Solved – Is it possible to visualize the data set in Excel

data visualizationexcel

My data set consists of columns containing universities in the Boston area, and rows containing zip codes. For each university and zip code, there are two data points: number of students in campus housing, and number in non-campus housing. So that's two independent variables (x, y), and for each such pair, there are two dependent variables z1 and z2. I'm trying to visualize this in Excel, but not finding a chart type that could handle it. My best idea would be a sort of bubble chart, with x and y on the axes, and the z1 and z2 represented as bubbles, but I can't make this work. Can anyone suggest a way to do this, or another visualization that would work?

Best Answer

Using Excel, a quick way to visualize your data set is a small-multiple dot plot. Take each University in a separate chart and plot their housing counts per zip code. Your result could look something like this:

Small Multiple Dot Plot

Obviously, sorting and layout (columns v rows) will signicantly change what is emphasized. As an example, this chart is sorted by College A's difference between on and off campus housing.

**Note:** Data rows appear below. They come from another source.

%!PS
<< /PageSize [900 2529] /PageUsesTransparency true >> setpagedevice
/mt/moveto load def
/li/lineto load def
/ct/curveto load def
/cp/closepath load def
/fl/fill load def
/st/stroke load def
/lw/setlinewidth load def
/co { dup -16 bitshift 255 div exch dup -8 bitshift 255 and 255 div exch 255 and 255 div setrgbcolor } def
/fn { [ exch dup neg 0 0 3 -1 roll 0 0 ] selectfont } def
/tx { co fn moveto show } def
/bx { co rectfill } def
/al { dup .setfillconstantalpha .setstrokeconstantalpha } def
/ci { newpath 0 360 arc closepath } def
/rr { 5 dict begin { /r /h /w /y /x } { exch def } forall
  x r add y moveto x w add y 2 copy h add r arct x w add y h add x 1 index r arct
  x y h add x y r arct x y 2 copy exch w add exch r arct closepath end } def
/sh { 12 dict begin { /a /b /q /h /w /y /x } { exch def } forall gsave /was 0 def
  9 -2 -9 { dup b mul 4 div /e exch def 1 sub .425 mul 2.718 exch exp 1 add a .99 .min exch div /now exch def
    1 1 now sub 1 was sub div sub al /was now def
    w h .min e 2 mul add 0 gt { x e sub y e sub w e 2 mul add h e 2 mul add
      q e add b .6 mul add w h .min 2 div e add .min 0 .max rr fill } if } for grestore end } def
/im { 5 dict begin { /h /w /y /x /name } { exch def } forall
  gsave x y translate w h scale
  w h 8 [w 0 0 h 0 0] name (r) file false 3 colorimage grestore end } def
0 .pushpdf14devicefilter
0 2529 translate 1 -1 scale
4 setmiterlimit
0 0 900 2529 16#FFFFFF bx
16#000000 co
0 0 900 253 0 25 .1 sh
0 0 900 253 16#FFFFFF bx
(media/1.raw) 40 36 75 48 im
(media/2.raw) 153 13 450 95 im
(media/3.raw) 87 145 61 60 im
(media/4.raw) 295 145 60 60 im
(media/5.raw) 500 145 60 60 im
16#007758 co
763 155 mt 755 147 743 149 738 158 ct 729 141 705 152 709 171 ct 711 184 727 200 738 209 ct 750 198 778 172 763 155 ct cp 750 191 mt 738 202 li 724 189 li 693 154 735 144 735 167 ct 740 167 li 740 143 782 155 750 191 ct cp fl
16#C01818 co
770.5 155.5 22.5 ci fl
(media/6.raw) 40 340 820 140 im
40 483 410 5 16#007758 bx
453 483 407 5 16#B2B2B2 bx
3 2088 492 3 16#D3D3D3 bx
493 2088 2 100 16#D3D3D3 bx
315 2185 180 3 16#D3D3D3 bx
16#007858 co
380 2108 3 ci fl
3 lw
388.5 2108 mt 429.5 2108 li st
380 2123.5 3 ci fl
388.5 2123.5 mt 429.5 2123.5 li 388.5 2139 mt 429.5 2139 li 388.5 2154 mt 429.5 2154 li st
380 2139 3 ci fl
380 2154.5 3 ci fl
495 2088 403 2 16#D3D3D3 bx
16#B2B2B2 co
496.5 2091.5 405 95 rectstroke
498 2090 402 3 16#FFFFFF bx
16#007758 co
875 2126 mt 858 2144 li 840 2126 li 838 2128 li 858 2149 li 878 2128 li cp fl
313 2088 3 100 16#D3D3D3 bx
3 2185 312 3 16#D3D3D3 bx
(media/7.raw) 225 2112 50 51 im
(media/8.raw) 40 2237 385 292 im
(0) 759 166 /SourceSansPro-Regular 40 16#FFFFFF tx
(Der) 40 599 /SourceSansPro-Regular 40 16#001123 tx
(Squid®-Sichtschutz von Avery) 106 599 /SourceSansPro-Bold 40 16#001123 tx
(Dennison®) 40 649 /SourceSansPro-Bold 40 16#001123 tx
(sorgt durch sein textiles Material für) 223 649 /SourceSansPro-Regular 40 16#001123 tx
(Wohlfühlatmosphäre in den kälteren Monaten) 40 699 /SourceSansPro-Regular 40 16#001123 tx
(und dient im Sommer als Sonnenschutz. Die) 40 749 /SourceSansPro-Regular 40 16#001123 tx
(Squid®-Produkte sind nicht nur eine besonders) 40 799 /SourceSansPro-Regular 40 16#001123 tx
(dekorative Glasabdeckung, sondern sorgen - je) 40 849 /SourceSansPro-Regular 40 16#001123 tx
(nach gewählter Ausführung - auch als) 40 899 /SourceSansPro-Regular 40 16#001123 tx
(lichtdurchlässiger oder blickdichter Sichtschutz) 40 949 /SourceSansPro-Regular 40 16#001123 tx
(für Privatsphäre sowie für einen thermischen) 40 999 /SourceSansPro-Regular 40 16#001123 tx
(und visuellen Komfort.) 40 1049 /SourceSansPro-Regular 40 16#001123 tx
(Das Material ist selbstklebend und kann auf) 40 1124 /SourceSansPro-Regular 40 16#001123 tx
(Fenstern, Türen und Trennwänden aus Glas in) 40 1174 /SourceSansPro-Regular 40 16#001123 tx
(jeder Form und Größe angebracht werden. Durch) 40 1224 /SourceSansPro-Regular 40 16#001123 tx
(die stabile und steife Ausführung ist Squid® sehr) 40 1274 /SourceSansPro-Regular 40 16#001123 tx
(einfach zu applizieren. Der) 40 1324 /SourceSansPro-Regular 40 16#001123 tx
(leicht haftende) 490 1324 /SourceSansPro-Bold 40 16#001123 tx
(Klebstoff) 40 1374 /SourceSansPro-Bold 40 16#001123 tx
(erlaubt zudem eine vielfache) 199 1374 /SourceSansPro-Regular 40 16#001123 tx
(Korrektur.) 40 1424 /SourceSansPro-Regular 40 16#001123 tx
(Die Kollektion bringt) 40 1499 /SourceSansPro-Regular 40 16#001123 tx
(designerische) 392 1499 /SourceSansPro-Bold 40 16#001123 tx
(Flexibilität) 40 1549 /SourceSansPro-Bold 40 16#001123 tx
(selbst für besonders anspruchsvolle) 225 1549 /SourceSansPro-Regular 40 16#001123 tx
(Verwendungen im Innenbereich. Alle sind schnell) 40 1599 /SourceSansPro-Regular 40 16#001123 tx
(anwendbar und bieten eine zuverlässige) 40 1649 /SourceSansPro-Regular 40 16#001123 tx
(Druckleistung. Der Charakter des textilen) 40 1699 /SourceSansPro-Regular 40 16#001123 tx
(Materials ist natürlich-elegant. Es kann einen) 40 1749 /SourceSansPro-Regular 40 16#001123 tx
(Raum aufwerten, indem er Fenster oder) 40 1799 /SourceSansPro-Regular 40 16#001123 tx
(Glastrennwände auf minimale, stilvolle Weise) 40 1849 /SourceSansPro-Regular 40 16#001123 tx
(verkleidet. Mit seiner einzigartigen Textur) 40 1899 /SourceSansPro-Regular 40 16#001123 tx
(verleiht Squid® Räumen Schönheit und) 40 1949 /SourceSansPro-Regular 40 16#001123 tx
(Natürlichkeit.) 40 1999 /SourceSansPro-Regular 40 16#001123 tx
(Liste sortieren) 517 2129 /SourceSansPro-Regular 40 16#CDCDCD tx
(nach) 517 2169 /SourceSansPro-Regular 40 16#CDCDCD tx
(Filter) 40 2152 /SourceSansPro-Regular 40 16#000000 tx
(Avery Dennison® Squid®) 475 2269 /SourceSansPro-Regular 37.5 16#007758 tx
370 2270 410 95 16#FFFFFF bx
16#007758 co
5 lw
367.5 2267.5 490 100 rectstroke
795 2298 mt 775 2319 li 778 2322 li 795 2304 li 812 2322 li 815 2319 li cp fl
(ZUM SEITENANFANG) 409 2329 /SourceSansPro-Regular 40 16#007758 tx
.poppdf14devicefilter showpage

Also, as @whuber mentioned, mapping is another good option (even in Excel). You could also build a small multiple choropleth set of zip codes with the difference between on and off campus counts expressed through a divergent color scheme. My question would be if their location is really an important analytical component, or if their zip code really was more a proxy for another character (e.g. income, race, age, etc...).

For a quick easy way to map in Excel, check out the tutorials at tushar-mehta and Clearly and Simply

And, you can't go wrong checking out John Peltier's website.

EDIT: How to create a small-multiples dot plot in Excel (that doesn't look like Excel).

  1. Start with your data-I used the same format you described in your question, with two columns per university (on and off campus) and zip codes in rows. To make things easier I formatted them as a table. Then I added an additional column (that I used to sort the results) for each university that calculated the difference between on and off campus housing. Now's as good a time as any to choose your focus-which university will be first and how will the data be sorted? For the example, I chose university A, sorted by the largest difference between on and off campus housing.

  2. Next, create your first chart (there's a total of three, one per university). The chart is a simple line chart with two series on-campus and off-campus counts. To make things simple, format this chart like you want the others. In the case of the example, I did the following:

    • formatted each series with no line
    • formatted each series with the same size/shape marker, but had one with white fill, and the other with gray fill
    • added high-low lines and formatted them with a dash
    • removed the x-axis (markers, labels and line
    • formatted the y-axis to have a max that was greater than all values (since this chart will be copied repeatedly, once for each university)
    • formatted the chart and plot areas to no fill and no border
    • removed legend

    Here's an example of the before/after of the chart (pay no attention to the chart junk shadows I have on the data points). Once you find a style you like, its worth saving as a chart template so you can quickly apply it in the future.

    before and after

  3. Now that your chart looks like you want them all to look, copy the chart for as many universities as you want to compare.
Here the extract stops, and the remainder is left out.